British Chancellor George Osborne leaves 11 Downing Street on August 11, 2011 in London, England. (Getty Images)

Are the Tories evil? It is a debate that has provoked a ruckus on social media this week. Sunny Hundal – editor of left-of-centre blog Liberal Conspiracy – declared yes, emphatically, they are. If someone of “considerable responsibility or power deliberately ignores or cheers on policies that lead to multiple deaths,” he writes, “they are ‘evil’.” As evidence, he cites global warming and the celebration of mass murdering dictators such as Augusto Pinochet. Tom Chivers, the Daily Telegraph’s in-house token liberal struck back: he was baffled that refuting the “evil” of the right should be anything but an “entirely uncontroversial” statement.

For some of those who suffer or who have suffered pain at the hands of Tory policies, there will be an almost instinctive agreement with Hundal. My credentials for even wading into this argument could justifiably be questioned. I write about the misery caused by this wretched Government; I don’t experience it. But, in my view, it is not only wrong to label the political right as “evil”: it is potentially dangerous.

To be clear, I inherited an unapologetic contempt for Toryism that spans generations, ever since my great-granddad had his wages docked after taking part in the 1926 General Strike under the Conservative government. My parents watched large swathes of Sheffield being dismantled in the 1980s, as unemployment quadrupled and industries were liquidated.
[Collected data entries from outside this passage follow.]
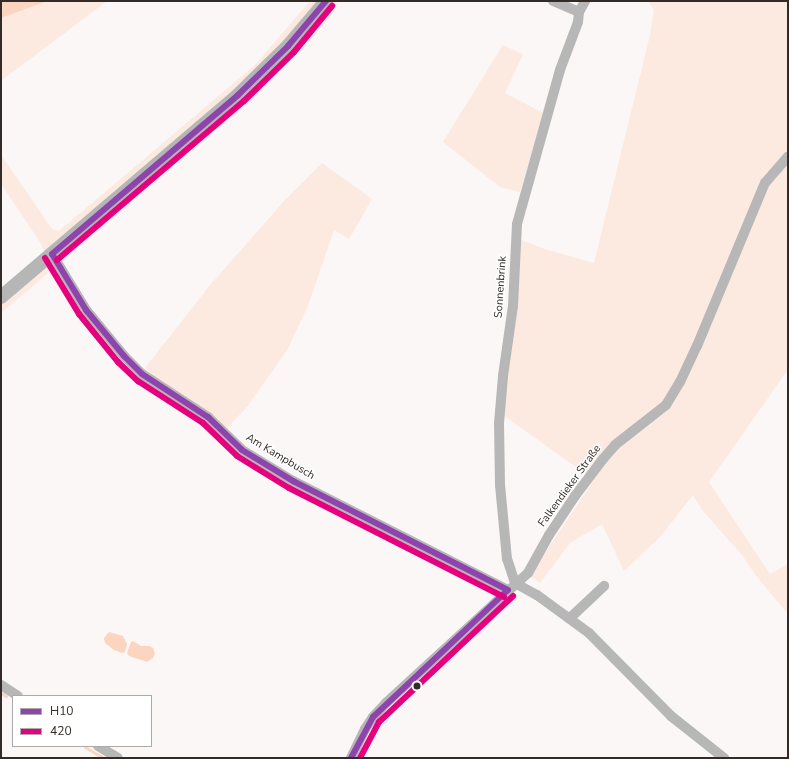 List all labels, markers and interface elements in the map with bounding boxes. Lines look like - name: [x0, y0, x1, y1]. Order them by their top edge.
- street label: Sonnenbrink: [492, 256, 510, 318]
- street label: Am Kampbusch: [243, 431, 317, 483]
- street label: Falkendieker Straße: [536, 442, 604, 530]
- unlabelled marker: [412, 681, 422, 691]
- legend: [12, 695, 152, 747]
- text: H10: [50, 703, 74, 719]
- text: 420: [50, 723, 72, 739]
The miners were smashed, leading to untold anguish, even suicides; entire communities were left bereft of secure jobs or hope, and in too many cases it was heroin that filled the vacuum.
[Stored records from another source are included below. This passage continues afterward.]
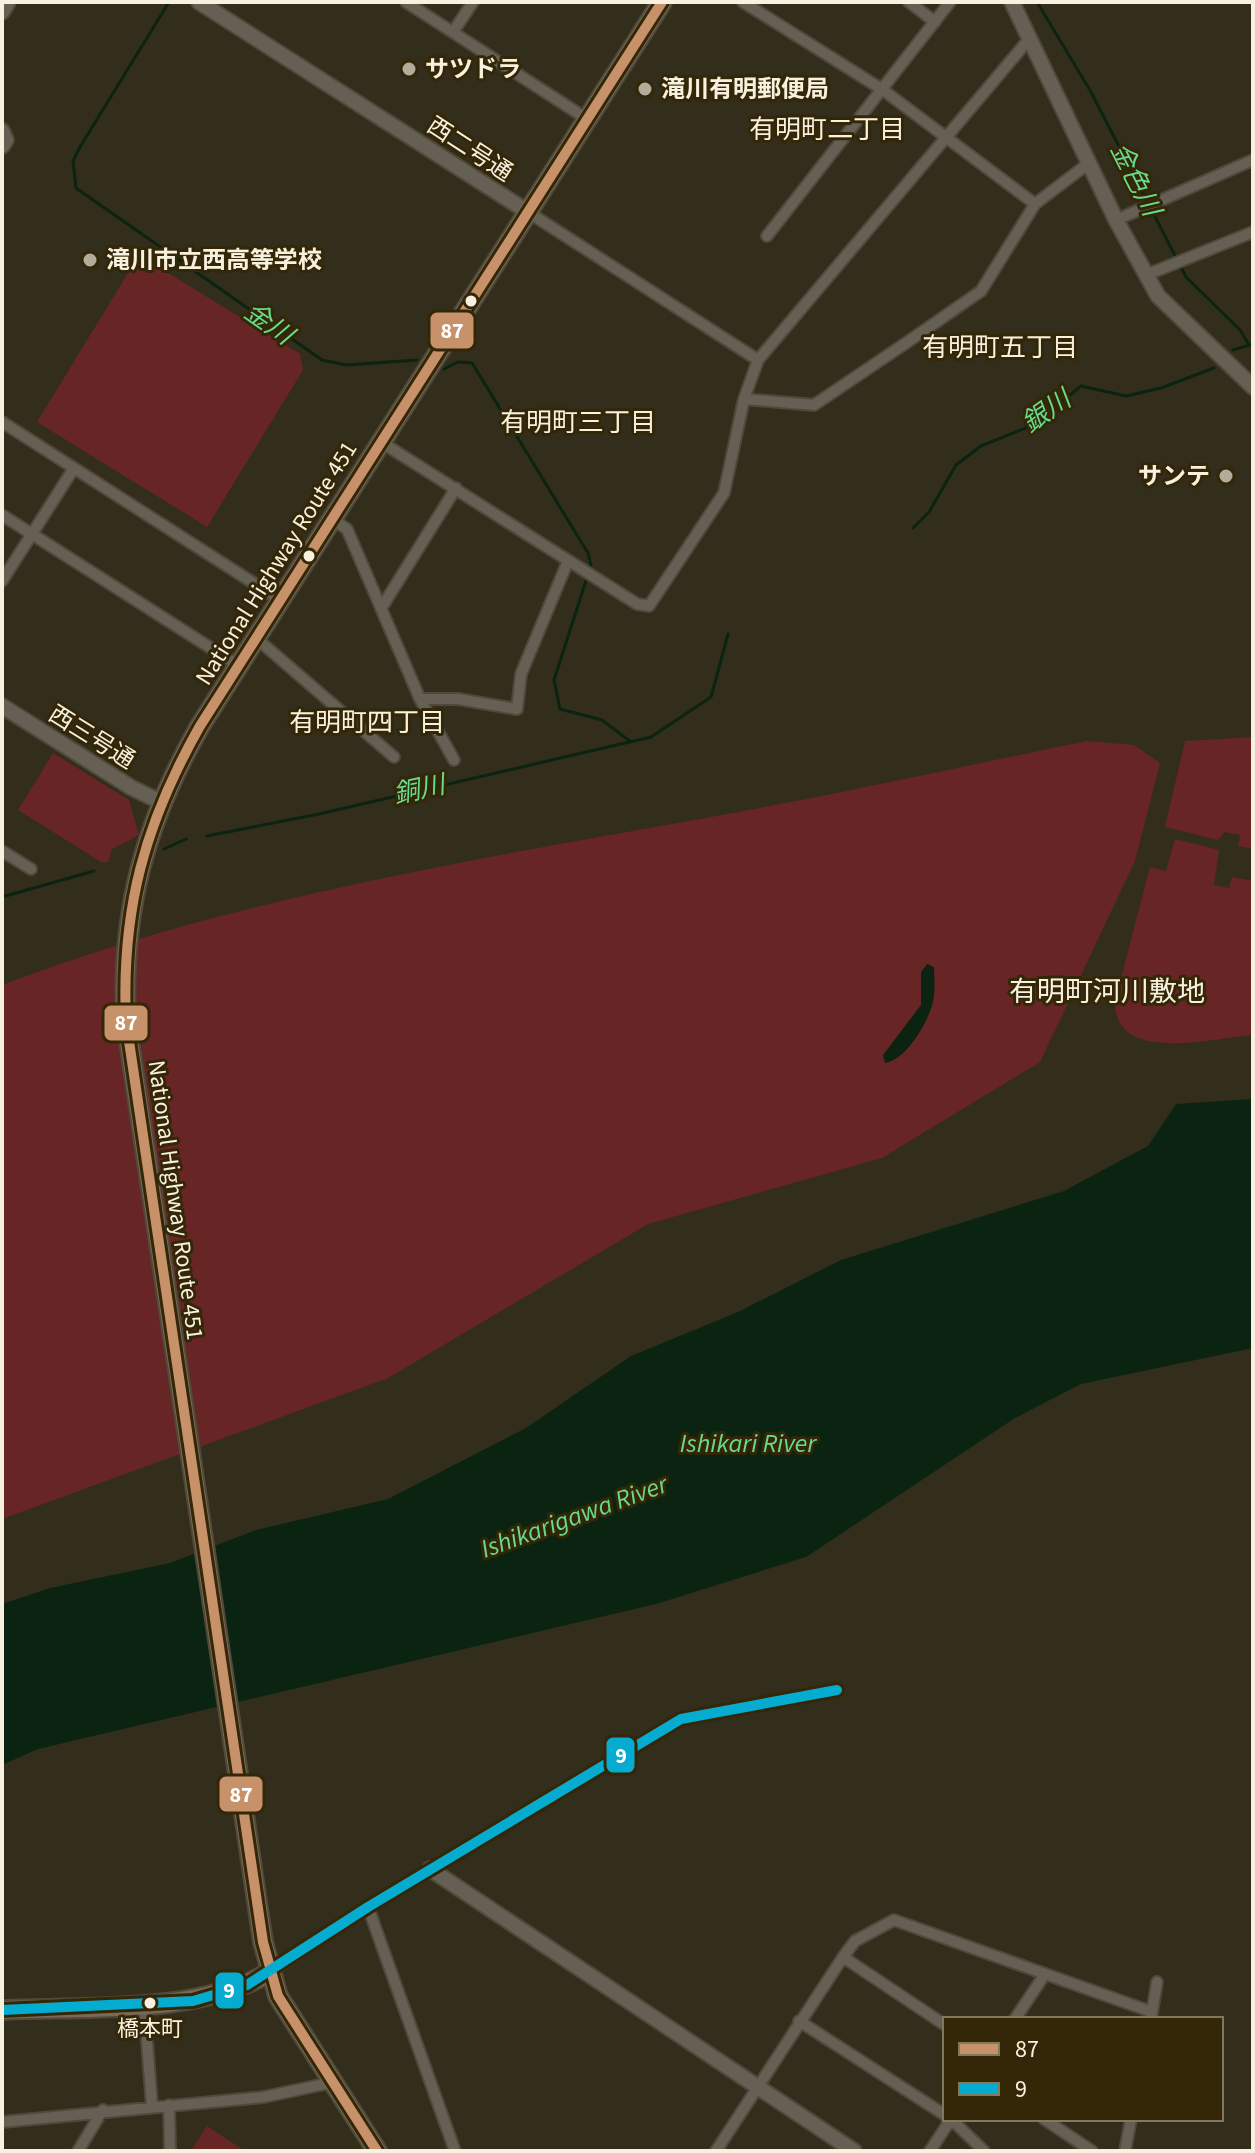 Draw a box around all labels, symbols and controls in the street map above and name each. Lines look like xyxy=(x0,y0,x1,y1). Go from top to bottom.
place label: サツドラ xyxy=(425,52,521,87)
marker: サツドラ xyxy=(400,60,418,78)
place label: 滝川有明郵便局 xyxy=(661,72,829,107)
marker: 滝川有明郵便局 xyxy=(636,80,654,98)
street label: 西二号通 xyxy=(420,109,520,190)
district label: 有明町二丁目 xyxy=(749,111,905,148)
water label: 金色川 xyxy=(1101,136,1171,225)
place label: 滝川市立西高等学校 xyxy=(106,243,322,278)
marker: 滝川市立西高等学校 xyxy=(81,251,99,269)
water label: 金川 xyxy=(237,293,303,355)
unlabelled marker xyxy=(463,293,479,309)
line badge: 87 xyxy=(429,311,475,350)
text: 87 xyxy=(440,315,464,347)
district label: 有明町五丁目 xyxy=(922,329,1078,366)
water label: 銀川 xyxy=(1014,380,1081,441)
district label: 有明町三丁目 xyxy=(500,404,656,441)
street label: National Highway Route 451 xyxy=(187,434,366,692)
place label: サンテ xyxy=(1138,459,1210,494)
marker: サンテ xyxy=(1217,467,1235,485)
unlabelled marker xyxy=(301,548,317,564)
street label: 西三号通 xyxy=(42,697,142,778)
district label: 有明町四丁目 xyxy=(289,704,445,741)
water label: 銅川 xyxy=(390,765,451,813)
district label: 有明町河川敷地 xyxy=(1009,972,1205,1012)
line badge: 87 xyxy=(103,1004,149,1042)
text: 87 xyxy=(114,1007,138,1039)
street label: National Highway Route 451 xyxy=(139,1058,212,1342)
water label: Ishikari River xyxy=(680,1425,817,1462)
water label: Ishikarigawa River xyxy=(476,1465,674,1567)
line badge: 9 xyxy=(605,1736,636,1774)
text: 9 xyxy=(615,1740,627,1772)
line badge: 87 xyxy=(218,1775,264,1813)
text: 87 xyxy=(229,1779,253,1811)
line badge: 9 xyxy=(214,1971,245,2010)
text: 9 xyxy=(223,1975,235,2007)
marker: 橋本町 xyxy=(142,1995,158,2011)
place label: 橋本町 xyxy=(117,2013,183,2045)
legend xyxy=(943,2017,1223,2121)
text: 87 xyxy=(1015,2032,1039,2067)
text: 9 xyxy=(1015,2072,1027,2107)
And here they are again, wreaking a social destruction that most of the media elite are too insulated from to feel much outrage about. It is projected that over a million children will be driven into poverty by this Government’s policies. Half a million people, unable to properly feed themselves in one of the most prosperous countries, have been driven to food banks, particularly because of cuts to benefits or delays in payments. Sick and disabled people are being stripped of support. The bedroom tax is punishing hundreds of thousands for the failure of successive governments to build council housing. Cuts to in-work and out-of-work benefits have been imposed as a cynical ploy, to paint Labour as the party of welfarism: the cost of such political manoeuvring with more people having to choose between heating and food.

Cruel? Certainly. Unforgivable? Beyond doubt. Evil? No. “Evil” is a comforting, but worrying concept. Its connotations are so extreme that, by applying it to someone, you at a stroke strip them of their humanity; you cease in any way to be able to imagine their rationales or thought processes; they simply become a cartoon villain, for whom the ultimate thrill is the inflicting of misery. As soon as you fail to understand your enemy, they have already defeated you. It would be easy to imagine the Tories as a cabal of upper-class sadomasochists, spending their evenings plotting ever more devious ways to hunt children on council estates like rural foxes. But it misses the point.
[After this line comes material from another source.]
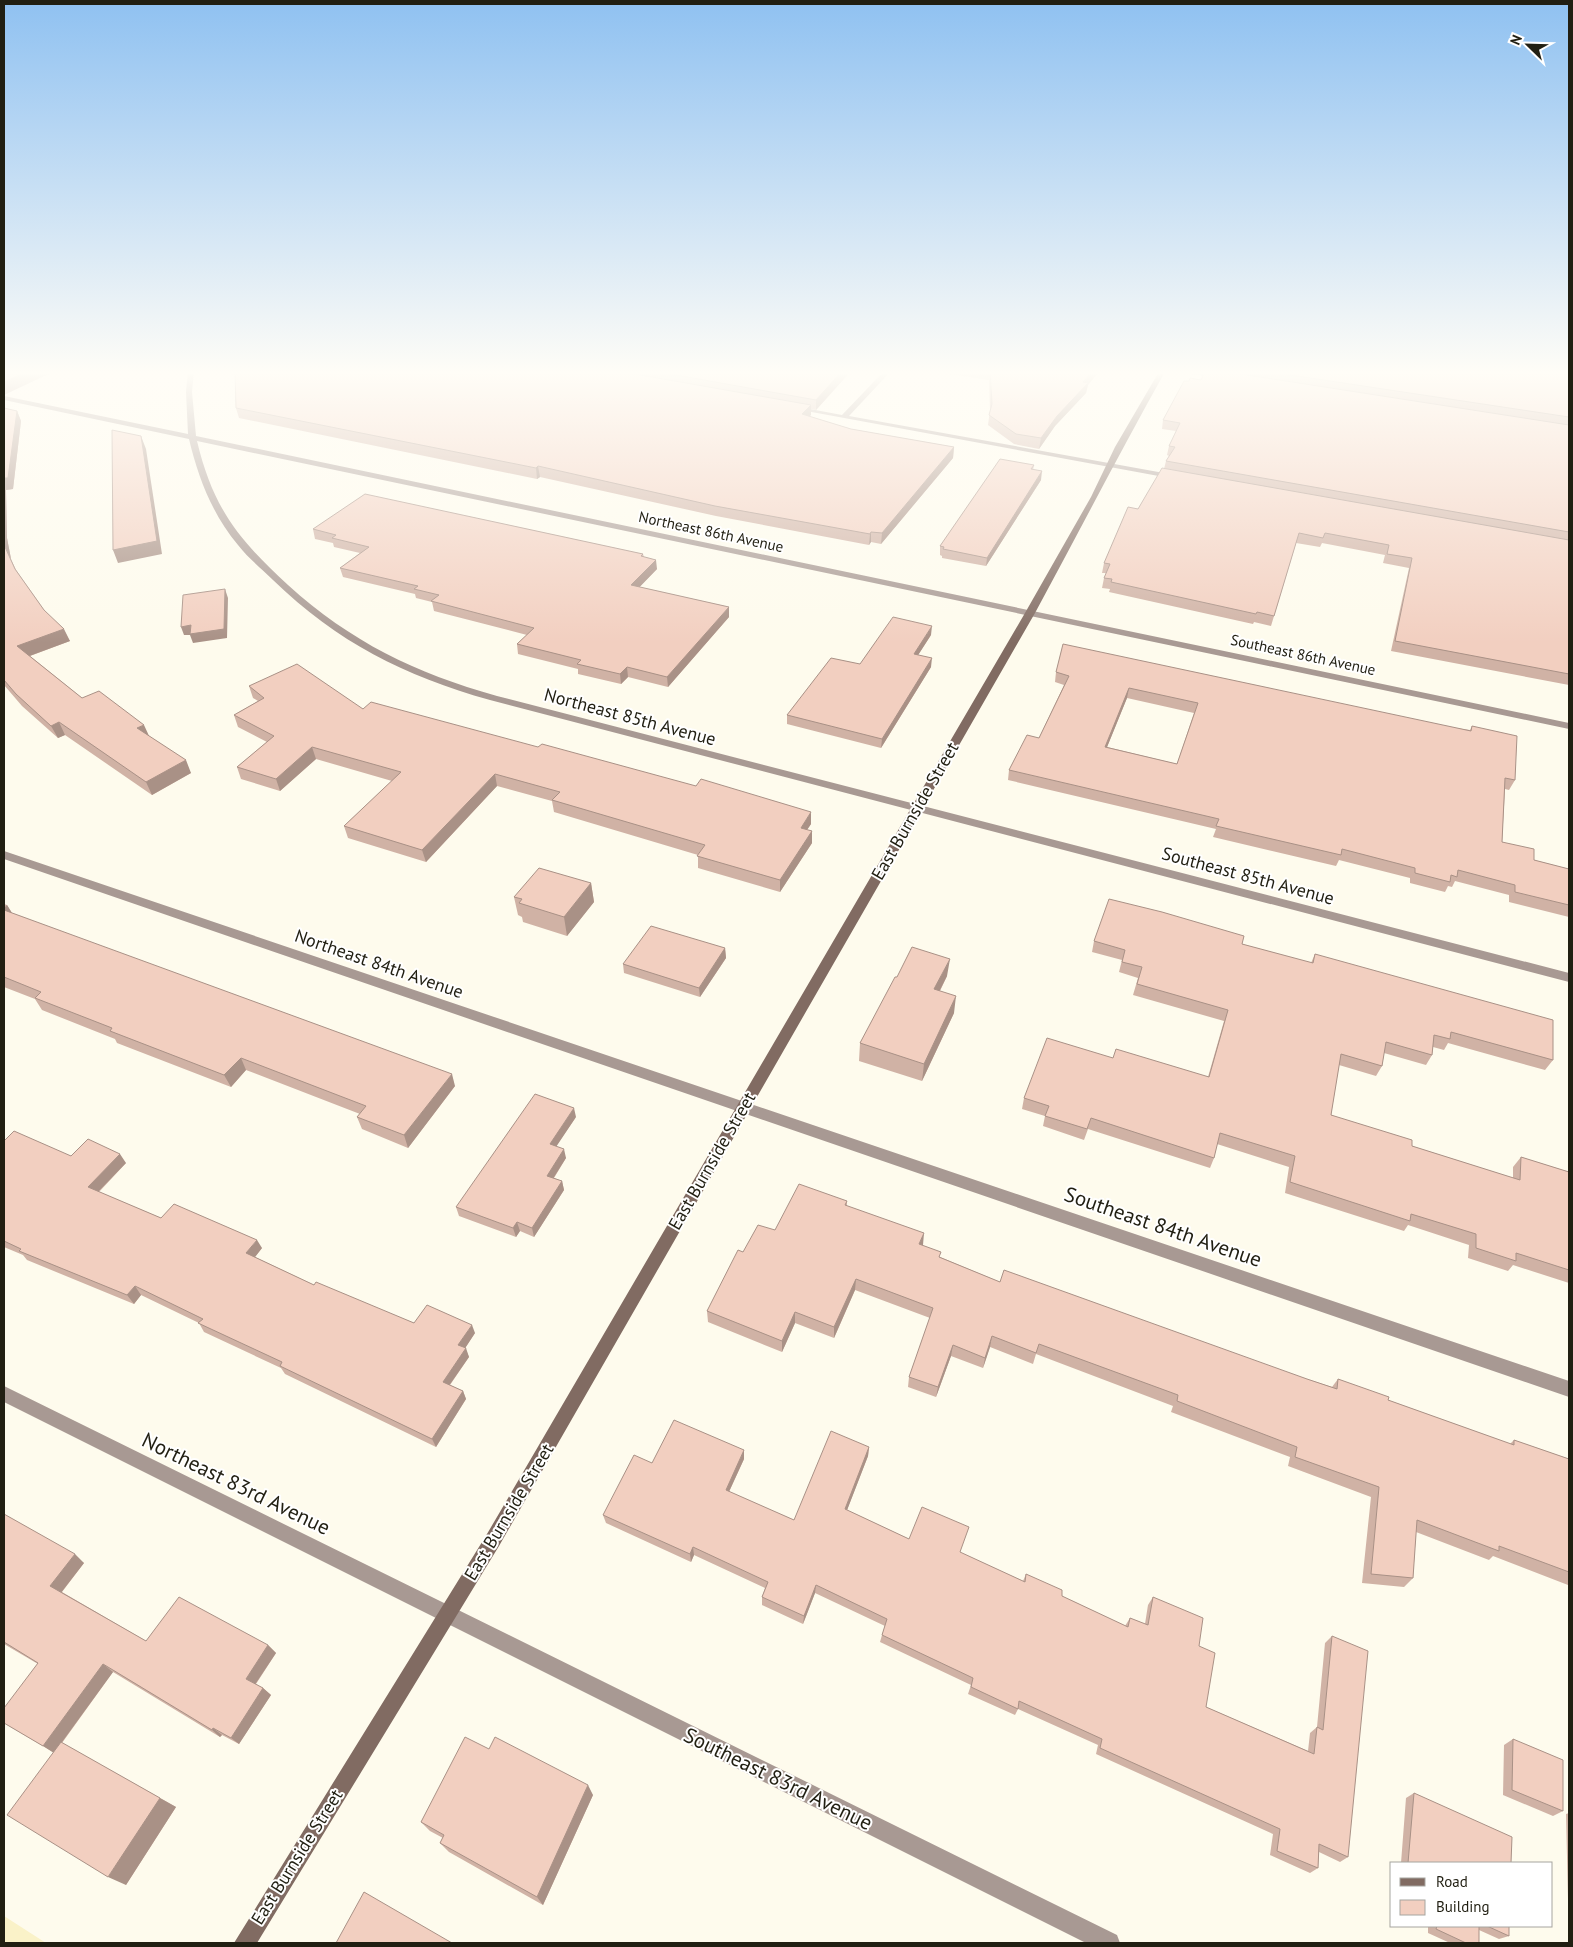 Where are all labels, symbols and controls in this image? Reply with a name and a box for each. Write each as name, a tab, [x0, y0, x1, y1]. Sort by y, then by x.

The political right is the inevitable, rational product of an unequal society. At its inception, the modern Conservative Party was the political wing of the landed, aristocratic elite, determined to block demands for social change from below. When a modest extension of male suffrage was presented to Parliament in the 1830s, the hysterical Tory response included denouncing it as “a revolution that will overturn all the natural influences of rank and property”. With the advent of universal suffrage, it became impossible for the Tories to overtly present themselves as a political gravy train for the rich. To defend the interests of the established order, it was necessary to develop a wider popular appeal: whether by promising there was room at the top for the able and willing; through manipulating fears over, say, immigration or crime; by exploiting existing divisions in working-class communities.

The human ability to rationalise is powerful indeed. Most of us like to believe we’re “doing the right thing”: a politician introducing a policy that any independent observer will find drives people into poverty will privately justify it to themselves as necessary or unavoidable or for the long-term good of those affected. It allows people – on the right as well as left – to stubbornly believe things in spite of all the facts. Take Iain Duncan Smith, who has a track record of misusing statistics to favour his attack on the welfare state. A former ministerial colleague of his was adamant that Duncan Smith believed in his own righteousness – but, crucially, was capable of holding two contradictory ideas in his head at the same time.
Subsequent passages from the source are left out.